= Available data =
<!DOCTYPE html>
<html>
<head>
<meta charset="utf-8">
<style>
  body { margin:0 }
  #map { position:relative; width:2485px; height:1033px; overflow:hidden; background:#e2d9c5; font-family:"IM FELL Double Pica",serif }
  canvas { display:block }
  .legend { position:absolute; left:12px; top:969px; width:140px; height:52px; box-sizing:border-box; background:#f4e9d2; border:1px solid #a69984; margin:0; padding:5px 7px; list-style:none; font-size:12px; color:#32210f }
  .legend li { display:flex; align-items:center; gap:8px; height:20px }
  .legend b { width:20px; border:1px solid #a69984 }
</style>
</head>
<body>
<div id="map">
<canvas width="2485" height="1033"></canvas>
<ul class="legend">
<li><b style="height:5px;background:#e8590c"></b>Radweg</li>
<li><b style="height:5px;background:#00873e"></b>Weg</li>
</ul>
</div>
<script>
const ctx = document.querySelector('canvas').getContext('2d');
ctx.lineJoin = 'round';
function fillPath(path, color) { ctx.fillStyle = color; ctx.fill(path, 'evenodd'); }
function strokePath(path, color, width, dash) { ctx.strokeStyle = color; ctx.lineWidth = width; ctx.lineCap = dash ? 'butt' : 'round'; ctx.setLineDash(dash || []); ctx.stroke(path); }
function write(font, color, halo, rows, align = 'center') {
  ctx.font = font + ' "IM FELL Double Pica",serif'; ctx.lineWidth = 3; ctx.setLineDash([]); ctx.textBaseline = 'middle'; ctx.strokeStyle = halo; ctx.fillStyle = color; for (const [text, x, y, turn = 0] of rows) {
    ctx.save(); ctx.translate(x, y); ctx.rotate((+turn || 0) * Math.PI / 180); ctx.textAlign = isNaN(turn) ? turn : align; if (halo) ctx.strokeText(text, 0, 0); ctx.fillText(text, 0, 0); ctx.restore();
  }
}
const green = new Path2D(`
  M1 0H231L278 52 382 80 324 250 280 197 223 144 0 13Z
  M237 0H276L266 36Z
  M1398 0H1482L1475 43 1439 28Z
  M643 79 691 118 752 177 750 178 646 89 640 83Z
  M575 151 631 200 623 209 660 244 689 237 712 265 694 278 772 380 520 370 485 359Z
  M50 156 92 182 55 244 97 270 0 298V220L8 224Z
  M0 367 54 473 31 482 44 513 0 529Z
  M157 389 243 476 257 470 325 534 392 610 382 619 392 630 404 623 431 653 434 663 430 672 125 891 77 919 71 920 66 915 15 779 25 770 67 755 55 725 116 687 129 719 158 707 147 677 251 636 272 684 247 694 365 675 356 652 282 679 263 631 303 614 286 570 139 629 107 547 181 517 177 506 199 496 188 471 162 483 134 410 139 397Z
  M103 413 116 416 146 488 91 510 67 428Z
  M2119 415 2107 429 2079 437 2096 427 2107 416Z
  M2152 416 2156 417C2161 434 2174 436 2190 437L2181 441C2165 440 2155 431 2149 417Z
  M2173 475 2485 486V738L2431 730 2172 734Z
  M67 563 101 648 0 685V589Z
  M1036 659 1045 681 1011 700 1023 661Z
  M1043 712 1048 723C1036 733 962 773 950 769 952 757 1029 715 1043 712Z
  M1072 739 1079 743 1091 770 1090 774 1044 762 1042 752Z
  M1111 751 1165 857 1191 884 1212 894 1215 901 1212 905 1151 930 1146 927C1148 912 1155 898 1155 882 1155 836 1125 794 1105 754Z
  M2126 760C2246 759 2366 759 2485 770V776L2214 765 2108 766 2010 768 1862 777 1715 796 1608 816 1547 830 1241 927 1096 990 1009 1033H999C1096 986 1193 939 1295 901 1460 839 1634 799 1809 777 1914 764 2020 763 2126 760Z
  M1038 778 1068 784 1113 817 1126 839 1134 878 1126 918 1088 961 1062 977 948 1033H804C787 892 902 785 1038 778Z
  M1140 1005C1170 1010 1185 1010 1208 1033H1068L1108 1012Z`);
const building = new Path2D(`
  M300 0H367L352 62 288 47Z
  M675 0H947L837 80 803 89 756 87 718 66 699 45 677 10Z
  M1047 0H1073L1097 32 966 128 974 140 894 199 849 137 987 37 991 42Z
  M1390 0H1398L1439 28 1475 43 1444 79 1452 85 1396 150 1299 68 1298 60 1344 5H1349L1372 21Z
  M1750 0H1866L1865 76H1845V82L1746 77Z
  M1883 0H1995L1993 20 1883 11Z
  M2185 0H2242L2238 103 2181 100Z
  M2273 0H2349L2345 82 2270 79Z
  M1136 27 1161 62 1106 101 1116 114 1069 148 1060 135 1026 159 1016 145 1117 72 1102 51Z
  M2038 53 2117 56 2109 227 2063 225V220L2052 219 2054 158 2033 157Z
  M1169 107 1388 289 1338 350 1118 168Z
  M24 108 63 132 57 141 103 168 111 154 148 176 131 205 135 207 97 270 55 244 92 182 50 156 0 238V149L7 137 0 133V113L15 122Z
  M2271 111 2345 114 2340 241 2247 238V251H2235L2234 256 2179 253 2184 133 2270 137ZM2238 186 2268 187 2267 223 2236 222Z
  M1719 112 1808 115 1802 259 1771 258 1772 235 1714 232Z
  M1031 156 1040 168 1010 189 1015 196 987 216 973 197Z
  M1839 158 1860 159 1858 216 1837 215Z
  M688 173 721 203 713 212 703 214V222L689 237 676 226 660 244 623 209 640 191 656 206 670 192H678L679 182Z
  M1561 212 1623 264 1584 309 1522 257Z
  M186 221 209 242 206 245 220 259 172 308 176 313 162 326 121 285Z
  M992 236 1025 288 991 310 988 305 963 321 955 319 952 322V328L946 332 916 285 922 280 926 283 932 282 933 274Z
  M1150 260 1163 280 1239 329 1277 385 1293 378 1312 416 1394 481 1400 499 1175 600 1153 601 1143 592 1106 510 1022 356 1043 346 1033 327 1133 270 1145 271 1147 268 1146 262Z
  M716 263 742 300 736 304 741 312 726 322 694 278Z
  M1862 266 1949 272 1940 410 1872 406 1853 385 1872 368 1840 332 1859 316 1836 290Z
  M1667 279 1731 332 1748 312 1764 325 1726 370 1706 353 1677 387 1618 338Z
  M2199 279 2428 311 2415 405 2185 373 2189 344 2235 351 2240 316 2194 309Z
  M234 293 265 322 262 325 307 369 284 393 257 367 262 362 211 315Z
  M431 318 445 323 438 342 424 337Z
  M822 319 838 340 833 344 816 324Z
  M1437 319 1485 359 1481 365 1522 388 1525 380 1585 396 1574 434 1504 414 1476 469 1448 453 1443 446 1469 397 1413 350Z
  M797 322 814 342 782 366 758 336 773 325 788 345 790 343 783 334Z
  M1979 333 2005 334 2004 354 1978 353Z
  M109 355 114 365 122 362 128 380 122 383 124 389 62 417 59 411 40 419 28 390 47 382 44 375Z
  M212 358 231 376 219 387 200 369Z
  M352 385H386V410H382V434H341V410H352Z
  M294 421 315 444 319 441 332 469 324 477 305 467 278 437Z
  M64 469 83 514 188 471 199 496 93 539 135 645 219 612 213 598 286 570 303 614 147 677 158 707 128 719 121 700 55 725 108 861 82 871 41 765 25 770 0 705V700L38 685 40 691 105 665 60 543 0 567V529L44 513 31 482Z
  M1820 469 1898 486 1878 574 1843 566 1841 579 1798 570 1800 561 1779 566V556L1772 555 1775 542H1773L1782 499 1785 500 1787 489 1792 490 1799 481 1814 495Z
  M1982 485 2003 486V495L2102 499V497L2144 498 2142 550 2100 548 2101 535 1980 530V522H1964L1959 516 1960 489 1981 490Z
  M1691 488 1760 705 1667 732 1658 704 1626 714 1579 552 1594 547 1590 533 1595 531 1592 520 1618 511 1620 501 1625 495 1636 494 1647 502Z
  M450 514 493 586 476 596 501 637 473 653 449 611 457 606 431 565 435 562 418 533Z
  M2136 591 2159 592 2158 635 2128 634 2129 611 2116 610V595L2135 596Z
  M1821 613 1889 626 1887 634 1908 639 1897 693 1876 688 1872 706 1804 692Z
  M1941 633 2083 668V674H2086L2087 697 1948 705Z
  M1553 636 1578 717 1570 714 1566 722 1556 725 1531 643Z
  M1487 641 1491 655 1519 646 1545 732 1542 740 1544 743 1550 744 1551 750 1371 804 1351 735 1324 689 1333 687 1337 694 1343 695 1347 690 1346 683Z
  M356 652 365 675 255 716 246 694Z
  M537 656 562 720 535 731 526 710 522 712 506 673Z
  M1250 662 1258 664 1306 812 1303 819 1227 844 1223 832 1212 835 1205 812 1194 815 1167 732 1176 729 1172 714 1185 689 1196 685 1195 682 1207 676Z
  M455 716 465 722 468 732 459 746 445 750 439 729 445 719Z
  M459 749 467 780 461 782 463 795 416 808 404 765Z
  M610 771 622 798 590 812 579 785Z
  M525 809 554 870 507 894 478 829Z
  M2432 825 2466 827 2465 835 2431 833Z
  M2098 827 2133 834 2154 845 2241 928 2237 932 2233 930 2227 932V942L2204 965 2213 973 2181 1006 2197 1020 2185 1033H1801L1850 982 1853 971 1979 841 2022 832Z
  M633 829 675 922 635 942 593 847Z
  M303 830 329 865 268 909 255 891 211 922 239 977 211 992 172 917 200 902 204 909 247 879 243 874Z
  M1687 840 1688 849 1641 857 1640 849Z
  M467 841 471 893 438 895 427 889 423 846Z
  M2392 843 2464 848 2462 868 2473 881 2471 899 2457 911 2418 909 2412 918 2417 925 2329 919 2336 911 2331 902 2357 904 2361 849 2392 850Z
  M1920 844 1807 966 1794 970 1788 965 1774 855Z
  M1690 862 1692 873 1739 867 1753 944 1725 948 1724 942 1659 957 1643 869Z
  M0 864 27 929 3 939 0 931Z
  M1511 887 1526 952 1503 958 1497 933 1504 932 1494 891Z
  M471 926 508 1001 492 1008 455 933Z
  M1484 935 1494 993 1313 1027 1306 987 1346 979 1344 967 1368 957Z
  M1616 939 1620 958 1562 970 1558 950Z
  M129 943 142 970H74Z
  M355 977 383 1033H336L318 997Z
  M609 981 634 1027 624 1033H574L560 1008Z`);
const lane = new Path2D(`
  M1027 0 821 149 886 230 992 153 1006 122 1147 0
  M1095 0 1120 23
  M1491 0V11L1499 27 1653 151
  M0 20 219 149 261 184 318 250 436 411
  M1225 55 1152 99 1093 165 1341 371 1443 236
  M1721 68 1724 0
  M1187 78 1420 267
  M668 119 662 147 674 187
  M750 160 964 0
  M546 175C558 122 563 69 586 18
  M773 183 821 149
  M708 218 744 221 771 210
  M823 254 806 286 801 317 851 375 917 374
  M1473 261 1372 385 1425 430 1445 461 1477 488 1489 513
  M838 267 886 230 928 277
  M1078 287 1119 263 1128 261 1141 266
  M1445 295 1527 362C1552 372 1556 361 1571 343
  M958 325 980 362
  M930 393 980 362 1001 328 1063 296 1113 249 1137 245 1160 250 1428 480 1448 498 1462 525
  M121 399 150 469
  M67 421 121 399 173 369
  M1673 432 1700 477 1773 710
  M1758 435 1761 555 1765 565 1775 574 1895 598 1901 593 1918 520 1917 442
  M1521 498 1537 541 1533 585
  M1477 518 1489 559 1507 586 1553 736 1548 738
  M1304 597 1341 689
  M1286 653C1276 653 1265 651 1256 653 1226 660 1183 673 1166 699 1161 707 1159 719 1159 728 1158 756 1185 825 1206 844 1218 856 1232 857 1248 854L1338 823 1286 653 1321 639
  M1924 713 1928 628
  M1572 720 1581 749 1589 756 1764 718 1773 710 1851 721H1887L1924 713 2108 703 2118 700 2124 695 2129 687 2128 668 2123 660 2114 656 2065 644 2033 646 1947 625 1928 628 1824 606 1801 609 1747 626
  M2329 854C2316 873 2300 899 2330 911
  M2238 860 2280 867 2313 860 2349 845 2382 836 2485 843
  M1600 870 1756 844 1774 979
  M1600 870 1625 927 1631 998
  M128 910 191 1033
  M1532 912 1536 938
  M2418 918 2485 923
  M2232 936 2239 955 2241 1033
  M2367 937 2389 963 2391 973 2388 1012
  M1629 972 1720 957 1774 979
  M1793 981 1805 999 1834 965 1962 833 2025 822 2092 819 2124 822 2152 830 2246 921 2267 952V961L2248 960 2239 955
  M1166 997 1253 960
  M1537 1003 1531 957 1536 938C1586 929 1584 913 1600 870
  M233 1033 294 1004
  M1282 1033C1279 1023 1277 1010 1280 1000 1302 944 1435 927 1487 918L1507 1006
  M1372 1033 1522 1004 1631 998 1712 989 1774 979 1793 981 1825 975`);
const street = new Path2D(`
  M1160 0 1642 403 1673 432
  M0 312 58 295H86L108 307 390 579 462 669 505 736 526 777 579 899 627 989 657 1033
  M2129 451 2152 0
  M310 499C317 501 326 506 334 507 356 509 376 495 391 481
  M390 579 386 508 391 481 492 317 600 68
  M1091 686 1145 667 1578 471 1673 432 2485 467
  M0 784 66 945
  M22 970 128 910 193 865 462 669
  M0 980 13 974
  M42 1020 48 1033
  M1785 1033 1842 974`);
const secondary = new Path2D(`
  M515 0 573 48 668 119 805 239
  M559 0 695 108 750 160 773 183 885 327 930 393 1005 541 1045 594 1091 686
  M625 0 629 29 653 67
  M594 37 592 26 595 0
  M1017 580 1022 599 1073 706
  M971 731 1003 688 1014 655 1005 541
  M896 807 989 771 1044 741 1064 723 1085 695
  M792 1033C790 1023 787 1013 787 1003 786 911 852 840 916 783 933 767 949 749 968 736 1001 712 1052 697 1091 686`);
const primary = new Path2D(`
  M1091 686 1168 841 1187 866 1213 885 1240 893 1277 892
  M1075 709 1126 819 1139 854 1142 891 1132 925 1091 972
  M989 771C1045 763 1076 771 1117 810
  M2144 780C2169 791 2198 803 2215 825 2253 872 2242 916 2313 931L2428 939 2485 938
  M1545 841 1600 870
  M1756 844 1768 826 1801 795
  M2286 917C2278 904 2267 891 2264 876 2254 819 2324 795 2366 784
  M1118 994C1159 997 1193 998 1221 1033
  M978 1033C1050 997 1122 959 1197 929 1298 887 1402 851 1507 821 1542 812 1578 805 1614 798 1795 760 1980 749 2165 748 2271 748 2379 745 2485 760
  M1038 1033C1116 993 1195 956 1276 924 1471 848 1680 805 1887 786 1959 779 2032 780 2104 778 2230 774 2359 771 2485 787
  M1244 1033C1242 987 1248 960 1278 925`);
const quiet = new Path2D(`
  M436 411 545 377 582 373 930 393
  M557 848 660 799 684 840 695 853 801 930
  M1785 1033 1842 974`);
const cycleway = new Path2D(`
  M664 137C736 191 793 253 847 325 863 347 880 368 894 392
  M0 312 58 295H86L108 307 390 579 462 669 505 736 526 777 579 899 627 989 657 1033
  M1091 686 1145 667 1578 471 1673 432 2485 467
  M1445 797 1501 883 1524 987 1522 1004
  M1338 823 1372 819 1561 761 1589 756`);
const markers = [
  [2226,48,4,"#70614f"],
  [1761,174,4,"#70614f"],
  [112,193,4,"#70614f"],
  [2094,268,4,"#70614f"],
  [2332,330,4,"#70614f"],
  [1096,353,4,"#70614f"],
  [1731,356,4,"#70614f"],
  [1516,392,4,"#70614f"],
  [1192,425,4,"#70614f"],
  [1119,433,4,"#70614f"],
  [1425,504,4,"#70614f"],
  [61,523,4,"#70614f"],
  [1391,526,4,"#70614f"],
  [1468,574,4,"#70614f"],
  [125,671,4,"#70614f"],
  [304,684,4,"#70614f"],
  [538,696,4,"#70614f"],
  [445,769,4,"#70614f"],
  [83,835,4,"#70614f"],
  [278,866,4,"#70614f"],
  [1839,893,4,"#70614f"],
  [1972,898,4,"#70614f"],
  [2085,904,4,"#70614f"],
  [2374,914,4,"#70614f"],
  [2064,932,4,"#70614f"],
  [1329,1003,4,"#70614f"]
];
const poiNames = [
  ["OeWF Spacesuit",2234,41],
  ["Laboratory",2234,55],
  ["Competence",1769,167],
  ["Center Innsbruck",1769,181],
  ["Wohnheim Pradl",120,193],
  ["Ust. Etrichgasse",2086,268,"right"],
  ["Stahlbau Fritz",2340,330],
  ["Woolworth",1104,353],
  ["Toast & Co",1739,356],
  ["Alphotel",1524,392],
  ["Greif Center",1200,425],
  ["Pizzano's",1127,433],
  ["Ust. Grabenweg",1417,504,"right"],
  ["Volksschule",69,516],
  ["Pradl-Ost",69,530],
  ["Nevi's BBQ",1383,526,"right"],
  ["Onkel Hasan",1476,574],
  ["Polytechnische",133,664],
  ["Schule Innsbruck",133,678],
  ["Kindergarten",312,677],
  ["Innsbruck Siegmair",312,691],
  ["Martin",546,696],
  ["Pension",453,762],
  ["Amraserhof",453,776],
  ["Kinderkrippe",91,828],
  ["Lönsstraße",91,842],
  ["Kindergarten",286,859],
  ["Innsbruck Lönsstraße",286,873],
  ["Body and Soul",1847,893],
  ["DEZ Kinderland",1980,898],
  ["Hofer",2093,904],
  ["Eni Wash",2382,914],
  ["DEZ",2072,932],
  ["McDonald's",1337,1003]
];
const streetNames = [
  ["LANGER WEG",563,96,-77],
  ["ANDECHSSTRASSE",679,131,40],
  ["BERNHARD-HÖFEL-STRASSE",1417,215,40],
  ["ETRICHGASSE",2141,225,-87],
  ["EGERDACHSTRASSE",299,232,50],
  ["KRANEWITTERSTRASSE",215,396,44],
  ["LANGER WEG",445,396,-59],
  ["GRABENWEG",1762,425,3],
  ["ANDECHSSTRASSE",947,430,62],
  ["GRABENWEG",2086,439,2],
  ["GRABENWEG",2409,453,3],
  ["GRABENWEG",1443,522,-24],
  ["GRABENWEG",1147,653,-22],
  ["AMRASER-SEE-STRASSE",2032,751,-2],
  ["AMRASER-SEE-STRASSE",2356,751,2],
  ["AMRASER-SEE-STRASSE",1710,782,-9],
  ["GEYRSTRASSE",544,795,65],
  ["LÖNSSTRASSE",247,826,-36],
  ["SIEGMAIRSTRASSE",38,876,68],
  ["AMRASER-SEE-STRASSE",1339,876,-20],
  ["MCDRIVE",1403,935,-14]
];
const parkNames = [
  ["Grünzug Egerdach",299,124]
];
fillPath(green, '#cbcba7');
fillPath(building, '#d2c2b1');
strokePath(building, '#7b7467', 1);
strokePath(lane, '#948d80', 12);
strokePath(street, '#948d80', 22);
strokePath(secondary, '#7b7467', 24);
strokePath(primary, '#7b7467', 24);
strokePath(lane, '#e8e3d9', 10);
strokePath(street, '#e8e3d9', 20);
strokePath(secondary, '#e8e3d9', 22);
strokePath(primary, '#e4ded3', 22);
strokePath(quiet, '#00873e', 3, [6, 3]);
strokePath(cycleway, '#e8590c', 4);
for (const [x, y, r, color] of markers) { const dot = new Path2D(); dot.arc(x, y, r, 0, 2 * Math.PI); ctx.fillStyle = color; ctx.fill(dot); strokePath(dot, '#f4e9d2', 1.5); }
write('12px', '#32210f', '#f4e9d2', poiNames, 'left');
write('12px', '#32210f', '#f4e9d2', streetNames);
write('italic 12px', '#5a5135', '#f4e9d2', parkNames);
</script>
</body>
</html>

= Assignment =
Stopping at the line containing "function write(font, color, halo, rows, align", please repeat exactly every line from the very start of the entries, that line included, and nothing more.

= Result of the task =
<!DOCTYPE html>
<html>
<head>
<meta charset="utf-8">
<style>
  body { margin:0 }
  #map { position:relative; width:2485px; height:1033px; overflow:hidden; background:#e2d9c5; font-family:"IM FELL Double Pica",serif }
  canvas { display:block }
  .legend { position:absolute; left:12px; top:969px; width:140px; height:52px; box-sizing:border-box; background:#f4e9d2; border:1px solid #a69984; margin:0; padding:5px 7px; list-style:none; font-size:12px; color:#32210f }
  .legend li { display:flex; align-items:center; gap:8px; height:20px }
  .legend b { width:20px; border:1px solid #a69984 }
</style>
</head>
<body>
<div id="map">
<canvas width="2485" height="1033"></canvas>
<ul class="legend">
<li><b style="height:5px;background:#e8590c"></b>Radweg</li>
<li><b style="height:5px;background:#00873e"></b>Weg</li>
</ul>
</div>
<script>
const ctx = document.querySelector('canvas').getContext('2d');
ctx.lineJoin = 'round';
function fillPath(path, color) { ctx.fillStyle = color; ctx.fill(path, 'evenodd'); }
function strokePath(path, color, width, dash) { ctx.strokeStyle = color; ctx.lineWidth = width; ctx.lineCap = dash ? 'butt' : 'round'; ctx.setLineDash(dash || []); ctx.stroke(path); }
function write(font, color, halo, rows, align = 'center') {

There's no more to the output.